> [WHAT YOU NEED TO DO]
Copy all of the entries that follow, exactly.

(Extracted records)
************

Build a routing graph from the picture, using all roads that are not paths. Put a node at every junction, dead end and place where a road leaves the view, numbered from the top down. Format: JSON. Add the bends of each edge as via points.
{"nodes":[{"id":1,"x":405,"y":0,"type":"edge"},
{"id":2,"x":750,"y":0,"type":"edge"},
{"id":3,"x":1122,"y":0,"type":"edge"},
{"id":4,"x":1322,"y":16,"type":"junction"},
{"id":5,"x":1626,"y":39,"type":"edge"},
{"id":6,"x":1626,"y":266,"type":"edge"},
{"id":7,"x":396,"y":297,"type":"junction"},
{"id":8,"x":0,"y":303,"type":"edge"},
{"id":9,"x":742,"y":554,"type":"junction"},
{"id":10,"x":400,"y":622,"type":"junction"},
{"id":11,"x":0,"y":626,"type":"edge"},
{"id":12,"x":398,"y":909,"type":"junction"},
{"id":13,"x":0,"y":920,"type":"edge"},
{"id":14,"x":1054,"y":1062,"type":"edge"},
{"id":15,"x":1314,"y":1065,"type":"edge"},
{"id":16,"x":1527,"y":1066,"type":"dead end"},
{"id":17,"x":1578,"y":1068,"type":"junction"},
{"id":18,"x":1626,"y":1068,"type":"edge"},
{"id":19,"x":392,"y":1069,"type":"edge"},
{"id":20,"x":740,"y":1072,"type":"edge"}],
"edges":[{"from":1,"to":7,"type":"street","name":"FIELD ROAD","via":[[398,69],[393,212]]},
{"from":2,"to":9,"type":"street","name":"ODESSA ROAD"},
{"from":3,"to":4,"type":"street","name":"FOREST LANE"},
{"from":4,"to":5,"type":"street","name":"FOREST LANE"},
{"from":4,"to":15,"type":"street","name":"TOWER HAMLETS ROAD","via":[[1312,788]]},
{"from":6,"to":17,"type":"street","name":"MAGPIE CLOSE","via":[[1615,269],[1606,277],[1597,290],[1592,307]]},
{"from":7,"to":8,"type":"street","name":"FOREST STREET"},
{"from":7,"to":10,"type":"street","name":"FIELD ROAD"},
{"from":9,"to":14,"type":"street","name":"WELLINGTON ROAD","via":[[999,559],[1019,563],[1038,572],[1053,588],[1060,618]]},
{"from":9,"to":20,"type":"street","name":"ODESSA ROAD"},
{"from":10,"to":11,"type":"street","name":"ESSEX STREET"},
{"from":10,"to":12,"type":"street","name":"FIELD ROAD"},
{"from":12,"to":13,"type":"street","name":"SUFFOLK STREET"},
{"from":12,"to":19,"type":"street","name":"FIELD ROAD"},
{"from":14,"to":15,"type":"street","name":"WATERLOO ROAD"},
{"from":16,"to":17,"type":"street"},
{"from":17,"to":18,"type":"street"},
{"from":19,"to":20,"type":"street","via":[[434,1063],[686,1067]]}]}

************

> [SOLUTION FOR THIS EXERCISE]
Build a routing graph from the picture, using all roads that are not paths. Put a node at every junction, dead end and place where a road leaves the view, numbered from the top down. Format: JSON. Add the bends of each edge as via points.
{"nodes":[{"id":1,"x":405,"y":0,"type":"edge"},
{"id":2,"x":750,"y":0,"type":"edge"},
{"id":3,"x":1122,"y":0,"type":"edge"},
{"id":4,"x":1322,"y":16,"type":"junction"},
{"id":5,"x":1626,"y":39,"type":"edge"},
{"id":6,"x":1626,"y":266,"type":"edge"},
{"id":7,"x":396,"y":297,"type":"junction"},
{"id":8,"x":0,"y":303,"type":"edge"},
{"id":9,"x":742,"y":554,"type":"junction"},
{"id":10,"x":400,"y":622,"type":"junction"},
{"id":11,"x":0,"y":626,"type":"edge"},
{"id":12,"x":398,"y":909,"type":"junction"},
{"id":13,"x":0,"y":920,"type":"edge"},
{"id":14,"x":1054,"y":1062,"type":"edge"},
{"id":15,"x":1314,"y":1065,"type":"edge"},
{"id":16,"x":1527,"y":1066,"type":"dead end"},
{"id":17,"x":1578,"y":1068,"type":"junction"},
{"id":18,"x":1626,"y":1068,"type":"edge"},
{"id":19,"x":392,"y":1069,"type":"edge"},
{"id":20,"x":740,"y":1072,"type":"edge"}],
"edges":[{"from":1,"to":7,"type":"street","name":"FIELD ROAD","via":[[398,69],[393,212]]},
{"from":2,"to":9,"type":"street","name":"ODESSA ROAD"},
{"from":3,"to":4,"type":"street","name":"FOREST LANE"},
{"from":4,"to":5,"type":"street","name":"FOREST LANE"},
{"from":4,"to":15,"type":"street","name":"TOWER HAMLETS ROAD","via":[[1312,788]]},
{"from":6,"to":17,"type":"street","name":"MAGPIE CLOSE","via":[[1615,269],[1606,277],[1597,290],[1592,307]]},
{"from":7,"to":8,"type":"street","name":"FOREST STREET"},
{"from":7,"to":10,"type":"street","name":"FIELD ROAD"},
{"from":9,"to":14,"type":"street","name":"WELLINGTON ROAD","via":[[999,559],[1019,563],[1038,572],[1053,588],[1060,618]]},
{"from":9,"to":20,"type":"street","name":"ODESSA ROAD"},
{"from":10,"to":11,"type":"street","name":"ESSEX STREET"},
{"from":10,"to":12,"type":"street","name":"FIELD ROAD"},
{"from":12,"to":13,"type":"street","name":"SUFFOLK STREET"},
{"from":12,"to":19,"type":"street","name":"FIELD ROAD"},
{"from":14,"to":15,"type":"street","name":"WATERLOO ROAD"},
{"from":16,"to":17,"type":"street"},
{"from":17,"to":18,"type":"street"},
{"from":19,"to":20,"type":"street","via":[[434,1063],[686,1067]]}]}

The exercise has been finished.